EXERCISE:
Repeat the listing in full, exactly as it stands.

= = = =

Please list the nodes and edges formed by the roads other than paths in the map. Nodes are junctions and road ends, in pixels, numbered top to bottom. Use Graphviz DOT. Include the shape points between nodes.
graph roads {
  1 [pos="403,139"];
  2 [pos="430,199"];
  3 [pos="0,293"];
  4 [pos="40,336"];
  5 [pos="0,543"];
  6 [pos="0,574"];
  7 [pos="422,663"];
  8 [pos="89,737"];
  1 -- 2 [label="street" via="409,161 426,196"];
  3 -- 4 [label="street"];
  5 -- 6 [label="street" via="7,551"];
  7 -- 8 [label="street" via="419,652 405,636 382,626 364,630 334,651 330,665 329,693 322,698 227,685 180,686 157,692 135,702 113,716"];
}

= = = =

EXPECTED OUTPUT:
Please list the nodes and edges formed by the roads other than paths in the map. Nodes are junctions and road ends, in pixels, numbered top to bottom. Use Graphviz DOT. Include the shape points between nodes.
graph roads {
  1 [pos="403,139"];
  2 [pos="430,199"];
  3 [pos="0,293"];
  4 [pos="40,336"];
  5 [pos="0,543"];
  6 [pos="0,574"];
  7 [pos="422,663"];
  8 [pos="89,737"];
  1 -- 2 [label="street" via="409,161 426,196"];
  3 -- 4 [label="street"];
  5 -- 6 [label="street" via="7,551"];
  7 -- 8 [label="street" via="419,652 405,636 382,626 364,630 334,651 330,665 329,693 322,698 227,685 180,686 157,692 135,702 113,716"];
}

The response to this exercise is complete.